Get the ScholarSphere code

git clone

Install gems

bundle install

Copy config samples

cp config/devise.yml.sample config/devise.yml
cp config/database.yml.sample config/database.yml
cp config/fedora.yml.sample config/fedora.yml
cp config/solr.yml.sample config/solr.yml
cp config/redis.yml.sample config/redis.yml
cp config/hydra-ldap.yml.sample config/hydra-ldap.yml

If you're using SQLite, a vanilla Redis installation, and the Hydra-Jetty Solr and Fedora components (see below), you should not need to tweak the database.yml, fedora.yml, solr.yml, or redis.yml files.

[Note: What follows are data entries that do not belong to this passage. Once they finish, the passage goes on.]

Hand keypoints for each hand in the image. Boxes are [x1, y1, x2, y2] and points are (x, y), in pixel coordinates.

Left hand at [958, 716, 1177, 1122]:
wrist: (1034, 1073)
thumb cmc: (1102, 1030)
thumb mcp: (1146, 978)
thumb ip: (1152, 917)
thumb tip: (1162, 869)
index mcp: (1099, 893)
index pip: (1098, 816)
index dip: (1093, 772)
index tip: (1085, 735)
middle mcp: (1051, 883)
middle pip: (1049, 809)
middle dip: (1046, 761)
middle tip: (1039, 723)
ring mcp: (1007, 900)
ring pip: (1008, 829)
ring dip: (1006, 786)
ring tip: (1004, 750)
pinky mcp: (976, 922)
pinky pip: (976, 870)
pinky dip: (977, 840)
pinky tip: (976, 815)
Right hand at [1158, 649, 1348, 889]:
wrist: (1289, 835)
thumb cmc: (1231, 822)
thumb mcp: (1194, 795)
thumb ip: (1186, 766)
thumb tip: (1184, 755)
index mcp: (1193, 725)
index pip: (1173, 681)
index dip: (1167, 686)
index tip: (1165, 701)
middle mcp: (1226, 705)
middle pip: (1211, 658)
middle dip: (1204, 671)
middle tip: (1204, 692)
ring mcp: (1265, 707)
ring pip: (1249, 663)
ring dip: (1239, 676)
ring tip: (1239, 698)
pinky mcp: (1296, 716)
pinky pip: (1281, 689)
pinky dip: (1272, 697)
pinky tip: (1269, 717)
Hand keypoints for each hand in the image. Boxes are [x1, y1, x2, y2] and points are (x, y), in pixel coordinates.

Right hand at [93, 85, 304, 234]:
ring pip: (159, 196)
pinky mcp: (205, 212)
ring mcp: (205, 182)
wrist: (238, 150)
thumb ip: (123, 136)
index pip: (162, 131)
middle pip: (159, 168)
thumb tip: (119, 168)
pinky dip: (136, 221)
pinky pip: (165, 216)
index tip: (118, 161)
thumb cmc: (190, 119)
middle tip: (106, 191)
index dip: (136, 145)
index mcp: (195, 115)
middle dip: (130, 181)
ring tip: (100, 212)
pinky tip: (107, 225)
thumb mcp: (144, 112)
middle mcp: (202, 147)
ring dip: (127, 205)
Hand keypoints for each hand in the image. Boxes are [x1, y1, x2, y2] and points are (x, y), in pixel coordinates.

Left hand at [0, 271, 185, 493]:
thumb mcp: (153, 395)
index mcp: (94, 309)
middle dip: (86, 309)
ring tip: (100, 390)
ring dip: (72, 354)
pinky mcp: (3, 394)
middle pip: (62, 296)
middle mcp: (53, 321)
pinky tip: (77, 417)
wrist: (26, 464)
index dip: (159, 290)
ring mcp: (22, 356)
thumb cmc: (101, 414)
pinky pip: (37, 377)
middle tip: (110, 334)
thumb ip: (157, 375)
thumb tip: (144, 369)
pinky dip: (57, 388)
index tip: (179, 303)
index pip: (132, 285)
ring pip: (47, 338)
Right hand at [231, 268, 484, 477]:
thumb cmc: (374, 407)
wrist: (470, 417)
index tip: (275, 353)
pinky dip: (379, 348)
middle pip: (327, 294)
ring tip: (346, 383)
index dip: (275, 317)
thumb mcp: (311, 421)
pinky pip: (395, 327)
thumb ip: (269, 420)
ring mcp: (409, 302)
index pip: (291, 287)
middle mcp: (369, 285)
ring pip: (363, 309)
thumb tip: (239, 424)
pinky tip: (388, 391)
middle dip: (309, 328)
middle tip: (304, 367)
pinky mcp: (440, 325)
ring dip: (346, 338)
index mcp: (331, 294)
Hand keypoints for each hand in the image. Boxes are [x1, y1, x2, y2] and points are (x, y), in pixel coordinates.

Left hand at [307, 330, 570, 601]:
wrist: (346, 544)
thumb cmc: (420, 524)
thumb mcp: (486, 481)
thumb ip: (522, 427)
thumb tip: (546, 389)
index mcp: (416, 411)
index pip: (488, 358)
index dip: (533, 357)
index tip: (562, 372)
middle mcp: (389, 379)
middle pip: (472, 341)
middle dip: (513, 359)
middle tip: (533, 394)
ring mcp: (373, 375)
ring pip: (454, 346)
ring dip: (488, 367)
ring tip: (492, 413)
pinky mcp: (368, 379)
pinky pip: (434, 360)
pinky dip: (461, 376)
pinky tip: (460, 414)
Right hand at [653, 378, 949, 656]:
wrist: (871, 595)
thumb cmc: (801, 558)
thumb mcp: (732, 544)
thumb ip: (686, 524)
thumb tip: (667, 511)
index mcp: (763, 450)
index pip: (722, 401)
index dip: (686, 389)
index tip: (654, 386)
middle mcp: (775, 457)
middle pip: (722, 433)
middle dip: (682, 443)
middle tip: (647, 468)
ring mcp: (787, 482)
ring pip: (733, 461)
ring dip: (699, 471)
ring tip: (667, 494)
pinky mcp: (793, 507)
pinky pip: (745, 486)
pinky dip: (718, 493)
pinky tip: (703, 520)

If you're planning to use LDAP for user account information and groups, you will need to know some information about your LDAP service, which will go into hydra-ldap.yml.

Create database

rake db:create

Generate a new secret token

rake scholarsphere:generate_secret

Migrate relational database

rake db:migrate

To use the built-in Fedora and Solr instances, get the bundled hydra-jetty, configure it, & fire it up

rake jetty:clean
rake sufia:jetty:config
rake jetty:start

Start the resque-pool workers (needed for characterization, audit, and resolrization services)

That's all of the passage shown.